__Assignment__: What follows are records. Restate all of them word for word.

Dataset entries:

*** Block opens ***

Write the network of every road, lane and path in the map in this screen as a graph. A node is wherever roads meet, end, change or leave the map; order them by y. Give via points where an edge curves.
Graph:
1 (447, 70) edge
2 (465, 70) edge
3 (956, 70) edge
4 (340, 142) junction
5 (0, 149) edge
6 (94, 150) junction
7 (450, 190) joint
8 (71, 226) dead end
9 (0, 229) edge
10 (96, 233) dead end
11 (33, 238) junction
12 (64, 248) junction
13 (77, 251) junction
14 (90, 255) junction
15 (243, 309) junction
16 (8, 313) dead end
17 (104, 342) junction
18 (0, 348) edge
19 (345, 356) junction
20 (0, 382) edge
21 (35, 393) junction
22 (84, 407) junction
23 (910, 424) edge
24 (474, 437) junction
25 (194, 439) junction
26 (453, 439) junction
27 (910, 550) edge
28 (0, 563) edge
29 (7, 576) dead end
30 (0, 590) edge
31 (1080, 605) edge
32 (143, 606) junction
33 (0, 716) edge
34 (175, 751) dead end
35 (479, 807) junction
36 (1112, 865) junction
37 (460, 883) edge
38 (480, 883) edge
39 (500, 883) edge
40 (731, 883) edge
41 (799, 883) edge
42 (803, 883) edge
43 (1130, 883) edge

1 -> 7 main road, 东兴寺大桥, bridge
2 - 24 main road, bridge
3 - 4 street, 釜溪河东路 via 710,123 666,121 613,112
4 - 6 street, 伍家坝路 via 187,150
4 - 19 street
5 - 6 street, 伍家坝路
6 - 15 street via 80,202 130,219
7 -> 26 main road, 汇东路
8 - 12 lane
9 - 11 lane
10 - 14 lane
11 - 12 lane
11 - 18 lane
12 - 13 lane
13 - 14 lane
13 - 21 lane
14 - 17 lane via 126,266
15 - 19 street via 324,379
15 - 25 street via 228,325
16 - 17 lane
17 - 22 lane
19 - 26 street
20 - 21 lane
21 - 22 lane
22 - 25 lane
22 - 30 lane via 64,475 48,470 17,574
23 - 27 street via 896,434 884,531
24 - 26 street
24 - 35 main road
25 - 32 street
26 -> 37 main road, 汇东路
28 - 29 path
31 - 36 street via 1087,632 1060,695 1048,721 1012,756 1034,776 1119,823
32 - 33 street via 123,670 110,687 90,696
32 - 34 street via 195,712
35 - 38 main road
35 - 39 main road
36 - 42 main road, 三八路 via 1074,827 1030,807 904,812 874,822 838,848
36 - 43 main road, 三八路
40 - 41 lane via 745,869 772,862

*** Block closes ***

__Answer area__:
Write the network of every road, lane and path in the map in this screen as a graph. A node is wherever roads meet, end, change or leave the map; order them by y. Give via points where an edge curves.
Graph:
1 (447, 70) edge
2 (465, 70) edge
3 (956, 70) edge
4 (340, 142) junction
5 (0, 149) edge
6 (94, 150) junction
7 (450, 190) joint
8 (71, 226) dead end
9 (0, 229) edge
10 (96, 233) dead end
11 (33, 238) junction
12 (64, 248) junction
13 (77, 251) junction
14 (90, 255) junction
15 (243, 309) junction
16 (8, 313) dead end
17 (104, 342) junction
18 (0, 348) edge
19 (345, 356) junction
20 (0, 382) edge
21 (35, 393) junction
22 (84, 407) junction
23 (910, 424) edge
24 (474, 437) junction
25 (194, 439) junction
26 (453, 439) junction
27 (910, 550) edge
28 (0, 563) edge
29 (7, 576) dead end
30 (0, 590) edge
31 (1080, 605) edge
32 (143, 606) junction
33 (0, 716) edge
34 (175, 751) dead end
35 (479, 807) junction
36 (1112, 865) junction
37 (460, 883) edge
38 (480, 883) edge
39 (500, 883) edge
40 (731, 883) edge
41 (799, 883) edge
42 (803, 883) edge
43 (1130, 883) edge

1 -> 7 main road, 东兴寺大桥, bridge
2 - 24 main road, bridge
3 - 4 street, 釜溪河东路 via 710,123 666,121 613,112
4 - 6 street, 伍家坝路 via 187,150
4 - 19 street
5 - 6 street, 伍家坝路
6 - 15 street via 80,202 130,219
7 -> 26 main road, 汇东路
8 - 12 lane
9 - 11 lane
10 - 14 lane
11 - 12 lane
11 - 18 lane
12 - 13 lane
13 - 14 lane
13 - 21 lane
14 - 17 lane via 126,266
15 - 19 street via 324,379
15 - 25 street via 228,325
16 - 17 lane
17 - 22 lane
19 - 26 street
20 - 21 lane
21 - 22 lane
22 - 25 lane
22 - 30 lane via 64,475 48,470 17,574
23 - 27 street via 896,434 884,531
24 - 26 street
24 - 35 main road
25 - 32 street
26 -> 37 main road, 汇东路
28 - 29 path
31 - 36 street via 1087,632 1060,695 1048,721 1012,756 1034,776 1119,823
32 - 33 street via 123,670 110,687 90,696
32 - 34 street via 195,712
35 - 38 main road
35 - 39 main road
36 - 42 main road, 三八路 via 1074,827 1030,807 904,812 874,822 838,848
36 - 43 main road, 三八路
40 - 41 lane via 745,869 772,862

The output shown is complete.